The complement of $D$, denoted $D'$, includes all the elements from the universal set that are not in $D$.
Given the universal set $U = \{1, 2, 3, 4, 5, 6\}$ and $D = \{1, 3, 4, 6\}$, we find:

$D' = U - D = \{2, 5\}$

iii) Show that $D - E \neq E - D$

To show this, we calculate the set difference $D - E$ and $E - D$.

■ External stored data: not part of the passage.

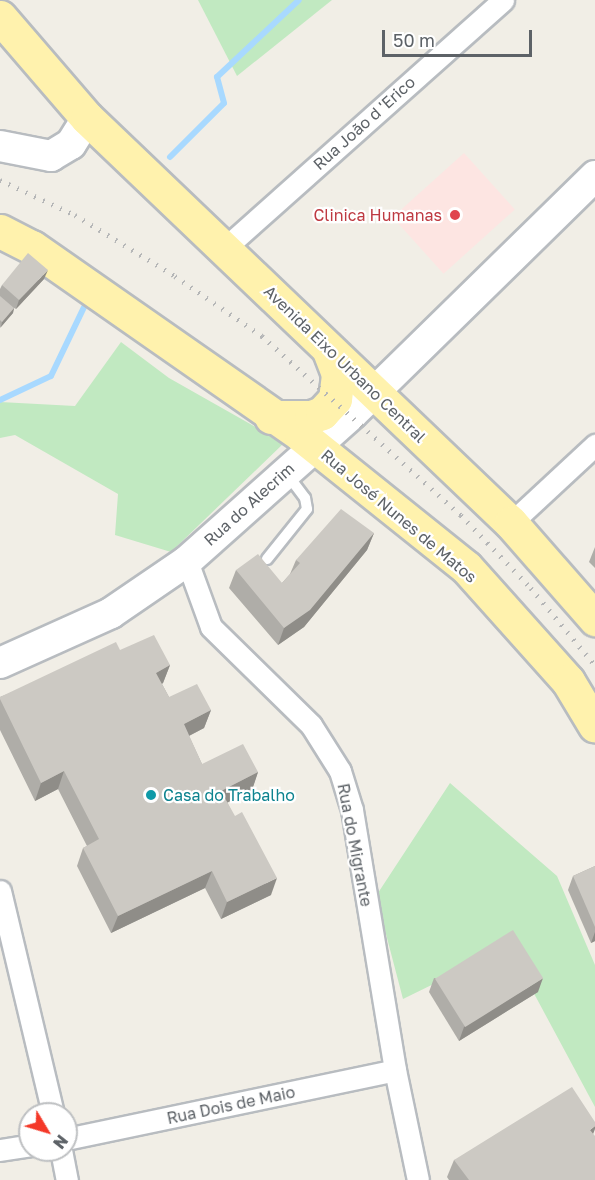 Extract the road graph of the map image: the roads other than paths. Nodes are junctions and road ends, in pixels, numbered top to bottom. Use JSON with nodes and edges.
{"nodes":[{"id":1,"x":503,"y":0,"type":"edge"},
{"id":2,"x":0,"y":17,"type":"edge"},
{"id":3,"x":87,"y":118,"type":"junction"},
{"id":4,"x":0,"y":146,"type":"edge"},
{"id":5,"x":595,"y":176,"type":"edge"},
{"id":6,"x":0,"y":231,"type":"edge"},
{"id":7,"x":226,"y":247,"type":"junction"},
{"id":8,"x":329,"y":350,"type":"junction"},
{"id":9,"x":374,"y":392,"type":"junction"},
{"id":10,"x":271,"y":417,"type":"junction"},
{"id":11,"x":595,"y":445,"type":"edge"},
{"id":12,"x":315,"y":446,"type":"junction"},
{"id":13,"x":285,"y":471,"type":"junction"},
{"id":14,"x":511,"y":523,"type":"junction"},
{"id":15,"x":267,"y":559,"type":"dead end"},
{"id":16,"x":187,"y":561,"type":"junction"},
{"id":17,"x":595,"y":619,"type":"edge"},
{"id":18,"x":0,"y":663,"type":"edge"},
{"id":19,"x":595,"y":726,"type":"edge"},
{"id":20,"x":0,"y":891,"type":"edge"},
{"id":21,"x":395,"y":1070,"type":"junction"},
{"id":22,"x":50,"y":1102,"type":"edge"},
{"id":23,"x":78,"y":1136,"type":"edge"},
{"id":24,"x":18,"y":1147,"type":"edge"},
{"id":25,"x":0,"y":1150,"type":"edge"},
{"id":26,"x":64,"y":1162,"type":"edge"},
{"id":27,"x":67,"y":1180,"type":"edge"},
{"id":28,"x":418,"y":1180,"type":"edge"}],
"edges":[{"from":1,"to":7,"type":"street","name":"Rua João d 'Erico"},
{"from":2,"to":3,"type":"main road","name":"Avenida Eixo Urbano Central"},
{"from":3,"to":4,"type":"main road"},
{"from":3,"to":7,"type":"main road","name":"Avenida Eixo Urbano Central"},
{"from":5,"to":9,"type":"main road","name":"Rua do Alecrim"},
{"from":6,"to":10,"type":"main road"},
{"from":7,"to":8,"type":"main road","name":"Avenida Eixo Urbano Central"},
{"from":8,"to":9,"type":"main road","name":"Avenida Eixo Urbano Central"},
{"from":8,"to":10,"type":"main road"},
{"from":9,"to":12,"type":"main road","name":"Rua do Alecrim"},
{"from":9,"to":14,"type":"main road","name":"Avenida Eixo Urbano Central"},
{"from":10,"to":12,"type":"main road"},
{"from":11,"to":14,"type":"street"},
{"from":12,"to":13,"type":"main road","name":"Rua do Alecrim"},
{"from":12,"to":19,"type":"main road","name":"Rua José Nunes de Matos"},
{"from":13,"to":15,"type":"lane"},
{"from":13,"to":16,"type":"main road","name":"Rua do Alecrim"},
{"from":14,"to":17,"type":"main road","name":"Avenida Eixo Urbano Central"},
{"from":16,"to":18,"type":"main road","name":"Rua do Alecrim"},
{"from":16,"to":21,"type":"street","name":"Rua do Migrante"},
{"from":20,"to":22,"type":"street"},
{"from":21,"to":23,"type":"street","name":"Rua Dois de Maio"},
{"from":21,"to":28,"type":"street","name":"Rua do Migrante"},
{"from":24,"to":25,"type":"street"},
{"from":26,"to":27,"type":"street"}]} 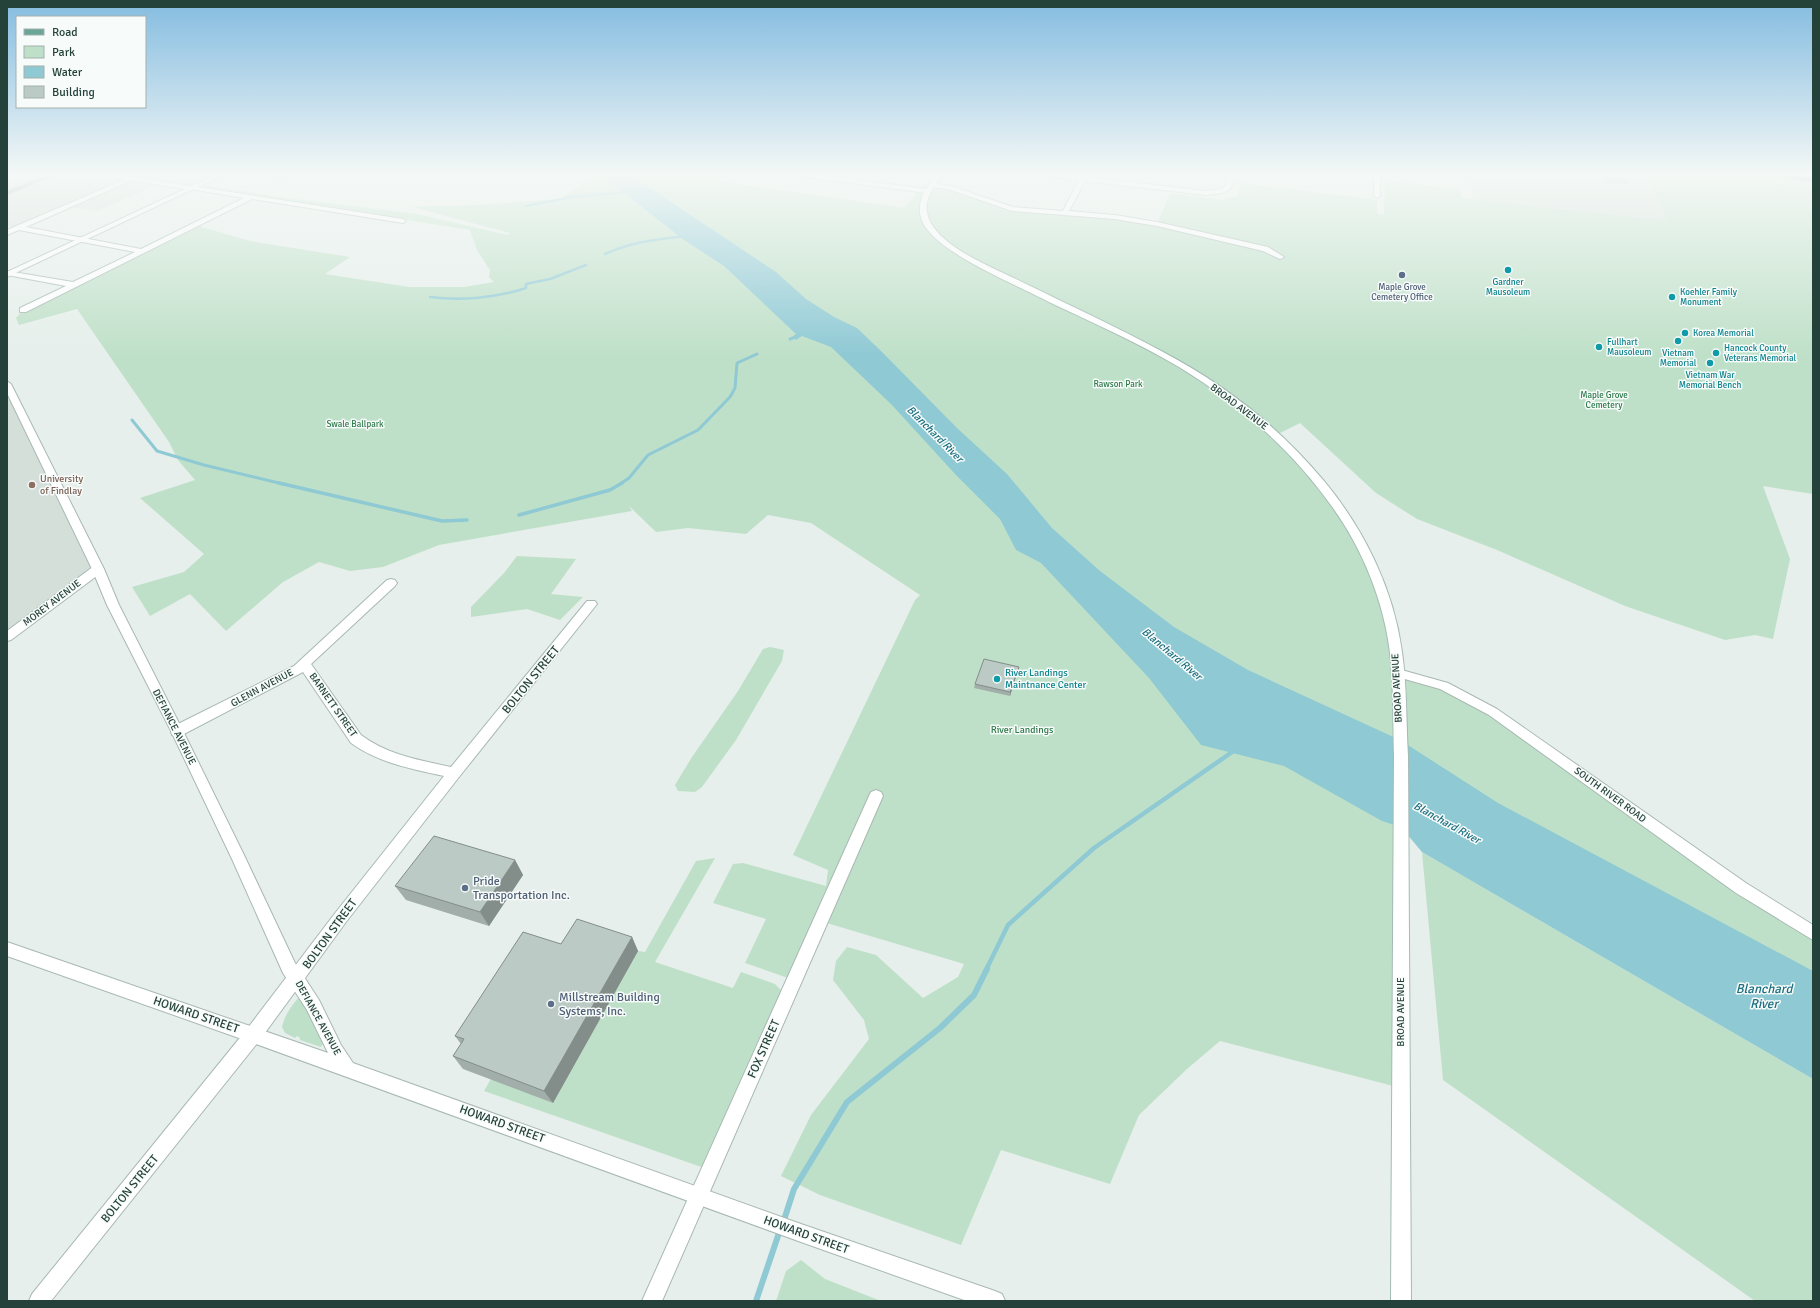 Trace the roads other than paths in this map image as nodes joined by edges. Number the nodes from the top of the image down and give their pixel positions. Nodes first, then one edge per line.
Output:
1 (49, 234) edge
2 (93, 234) edge
3 (176, 234) edge
4 (936, 234) edge
5 (1200, 234) edge
6 (80, 240) junction
7 (142, 251) junction
8 (1280, 257) dead end
9 (8, 274) edge
10 (74, 285) junction
11 (23, 310) dead end
12 (7, 384) edge
13 (98, 569) junction
14 (390, 583) dead end
15 (591, 604) dead end
16 (7, 637) edge
17 (304, 664) junction
18 (1398, 673) junction
19 (177, 731) junction
20 (454, 774) junction
21 (876, 796) dead end
22 (1813, 932) edge
23 (7, 949) edge
24 (296, 979) junction
25 (253, 1035) junction
26 (347, 1068) junction
27 (699, 1195) junction
28 (39, 1301) edge
29 (652, 1301) edge
30 (995, 1301) edge
31 (1401, 1301) edge

1 - 6 street
2 - 6 street
3 - 7 street
4 - 18 street, BROAD AVENUE
5 - 8 street
6 - 7 street
6 - 9 street
7 - 10 street
9 - 10 street
10 - 11 street
12 - 13 street, DEFIANCE AVENUE
13 - 16 street, MOREY AVENUE
13 - 19 street, DEFIANCE AVENUE
14 - 17 street, GLENN AVENUE
15 - 20 street, BOLTON STREET
17 - 19 street, GLENN AVENUE
17 - 20 street, BARNETT STREET
18 - 22 street, SOUTH RIVER ROAD
18 - 31 street, BROAD AVENUE
19 - 24 street, DEFIANCE AVENUE
20 - 24 street, BOLTON STREET
21 - 27 street, FOX STREET
23 - 25 street, HOWARD STREET
24 - 25 street, BOLTON STREET
24 - 26 street, DEFIANCE AVENUE
25 - 26 street, HOWARD STREET
25 - 28 street, BOLTON STREET
26 - 27 street, HOWARD STREET
27 - 29 street, FOX STREET
27 - 30 street, HOWARD STREET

• $D - E$ contains the elements of $D$ that are not in $E$: $D - E = \{1, 3, 4, 6\} - \{4, 5, 6\} = \{1, 3\}$

• $E - D$ contains the elements of $E$ that are not in $D$: $E - D = \{4, 5, 6\} - \{1, 3, 4, 6\} = \{5\}$

Clearly, $D - E = \{1, 3\} \neq \{5\} = E - D$.

Thus, $D - E \neq E - D$.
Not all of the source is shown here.